The portfolio is heavily weighted towards equities, with nearly 75% in the Vanguard Total Stock Market Index Fund ETF and the remaining 25% in the Vanguard Total International Stock Index Fund ETF. This composition aligns with a balanced investment strategy, offering broad diversification across global markets. The portfolio's structure is consistent with common benchmarks for balanced portfolios, which typically include a mix of domestic and international equities. To enhance diversification further, consider incorporating other asset classes like bonds or real estate, which can provide additional stability during market volatility.
Historically, the portfolio has performed well, with a Compound Annual Growth Rate (CAGR) of 11.89%. This indicates a strong growth trajectory over time, outperforming many traditional benchmarks. However, the portfolio also experienced a significant maximum drawdown of -34.67%, highlighting its vulnerability during market downturns. While past performance is not indicative of future results, this historical context underscores the importance of maintaining a diversified mix to manage risk effectively. Regularly reviewing performance against benchmarks can help ensure the portfolio remains aligned with investment goals.

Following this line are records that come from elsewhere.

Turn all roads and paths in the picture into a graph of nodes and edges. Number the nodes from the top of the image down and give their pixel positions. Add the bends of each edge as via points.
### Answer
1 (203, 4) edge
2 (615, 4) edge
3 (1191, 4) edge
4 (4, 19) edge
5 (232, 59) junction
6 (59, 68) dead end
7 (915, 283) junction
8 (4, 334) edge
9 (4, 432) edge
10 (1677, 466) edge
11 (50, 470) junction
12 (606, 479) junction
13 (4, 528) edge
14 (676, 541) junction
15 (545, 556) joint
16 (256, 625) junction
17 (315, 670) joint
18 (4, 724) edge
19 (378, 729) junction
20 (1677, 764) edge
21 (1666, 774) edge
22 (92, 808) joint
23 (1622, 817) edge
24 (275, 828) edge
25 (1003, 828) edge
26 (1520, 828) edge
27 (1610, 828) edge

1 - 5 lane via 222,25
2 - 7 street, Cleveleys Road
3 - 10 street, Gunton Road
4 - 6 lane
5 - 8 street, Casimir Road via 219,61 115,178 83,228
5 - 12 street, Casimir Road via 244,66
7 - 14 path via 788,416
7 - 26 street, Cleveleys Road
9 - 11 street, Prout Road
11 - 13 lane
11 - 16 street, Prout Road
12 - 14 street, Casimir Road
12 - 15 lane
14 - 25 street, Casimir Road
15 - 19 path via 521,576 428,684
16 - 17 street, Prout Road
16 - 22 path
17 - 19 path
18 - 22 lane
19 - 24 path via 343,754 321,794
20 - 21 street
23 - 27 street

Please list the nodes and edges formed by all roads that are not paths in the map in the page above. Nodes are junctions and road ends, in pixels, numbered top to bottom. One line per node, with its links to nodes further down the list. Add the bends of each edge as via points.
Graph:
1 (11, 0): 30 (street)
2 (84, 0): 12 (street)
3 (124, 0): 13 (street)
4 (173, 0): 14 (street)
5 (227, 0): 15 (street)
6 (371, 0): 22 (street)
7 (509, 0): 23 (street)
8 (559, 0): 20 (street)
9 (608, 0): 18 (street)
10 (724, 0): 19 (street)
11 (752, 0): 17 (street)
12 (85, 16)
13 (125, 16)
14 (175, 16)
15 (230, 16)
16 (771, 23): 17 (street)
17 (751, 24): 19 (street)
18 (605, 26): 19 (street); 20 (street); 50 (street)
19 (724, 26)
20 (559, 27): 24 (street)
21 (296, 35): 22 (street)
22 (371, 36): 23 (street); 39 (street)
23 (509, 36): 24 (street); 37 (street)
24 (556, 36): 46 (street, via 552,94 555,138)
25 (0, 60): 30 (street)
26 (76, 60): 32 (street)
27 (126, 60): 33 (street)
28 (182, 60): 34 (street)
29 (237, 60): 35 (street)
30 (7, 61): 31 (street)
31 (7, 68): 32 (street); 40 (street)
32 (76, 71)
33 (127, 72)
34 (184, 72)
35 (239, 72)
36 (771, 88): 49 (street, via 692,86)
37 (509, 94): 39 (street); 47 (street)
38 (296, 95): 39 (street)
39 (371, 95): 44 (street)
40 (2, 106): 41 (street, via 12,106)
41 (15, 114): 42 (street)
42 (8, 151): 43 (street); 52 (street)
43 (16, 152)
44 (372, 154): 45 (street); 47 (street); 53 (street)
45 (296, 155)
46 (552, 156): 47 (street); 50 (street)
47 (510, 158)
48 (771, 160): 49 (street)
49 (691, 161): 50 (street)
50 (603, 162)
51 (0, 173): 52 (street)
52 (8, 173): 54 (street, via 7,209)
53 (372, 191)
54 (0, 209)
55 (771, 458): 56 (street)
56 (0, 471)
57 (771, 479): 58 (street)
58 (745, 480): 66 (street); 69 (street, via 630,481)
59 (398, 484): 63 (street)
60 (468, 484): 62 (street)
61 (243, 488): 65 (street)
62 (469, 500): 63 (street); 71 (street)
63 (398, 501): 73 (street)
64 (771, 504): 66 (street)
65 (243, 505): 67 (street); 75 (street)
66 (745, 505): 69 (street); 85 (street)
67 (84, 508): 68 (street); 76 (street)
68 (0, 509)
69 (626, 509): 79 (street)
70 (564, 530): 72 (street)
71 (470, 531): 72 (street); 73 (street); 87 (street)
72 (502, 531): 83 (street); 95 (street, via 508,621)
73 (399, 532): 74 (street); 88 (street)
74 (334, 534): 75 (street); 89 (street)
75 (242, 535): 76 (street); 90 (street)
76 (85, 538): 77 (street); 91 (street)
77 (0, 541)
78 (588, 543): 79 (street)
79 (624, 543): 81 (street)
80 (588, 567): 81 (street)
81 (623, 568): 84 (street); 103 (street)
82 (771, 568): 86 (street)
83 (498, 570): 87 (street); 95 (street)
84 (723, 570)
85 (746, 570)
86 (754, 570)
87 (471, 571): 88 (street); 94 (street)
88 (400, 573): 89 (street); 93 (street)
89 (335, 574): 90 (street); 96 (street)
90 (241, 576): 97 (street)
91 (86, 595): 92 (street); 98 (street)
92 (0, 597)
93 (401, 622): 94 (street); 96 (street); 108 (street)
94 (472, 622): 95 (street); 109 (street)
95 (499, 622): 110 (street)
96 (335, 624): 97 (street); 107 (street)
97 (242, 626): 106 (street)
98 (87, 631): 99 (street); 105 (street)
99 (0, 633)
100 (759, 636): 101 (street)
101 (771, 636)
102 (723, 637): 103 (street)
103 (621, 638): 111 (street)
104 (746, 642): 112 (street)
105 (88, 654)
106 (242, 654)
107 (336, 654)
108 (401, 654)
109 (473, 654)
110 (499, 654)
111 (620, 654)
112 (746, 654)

Monte Carlo simulations, which use historical data to predict future outcomes, suggest a wide range of potential portfolio returns. The simulations indicate a 50th percentile outcome of 248.44% and a 67th percentile of 373.34%. While these projections are promising, it's important to note the inherent uncertainty in such models. They rely on past data and assumptions that may not hold true in the future. Regularly revisiting projections and adjusting strategies based on changing market conditions can help optimize the portfolio's potential returns.
The portfolio's allocation is almost entirely in stocks, with a negligible portion in cash and other assets. This heavy equity concentration can drive growth but also increases exposure to market volatility. Diversification across asset classes is vital for managing risk and achieving a balanced risk-return profile. Consider incorporating bonds or alternative investments to reduce volatility and enhance stability. Comparing the current allocation to common benchmarks, which often include a mix of stocks and bonds, can provide insights into potential adjustments for improved diversification.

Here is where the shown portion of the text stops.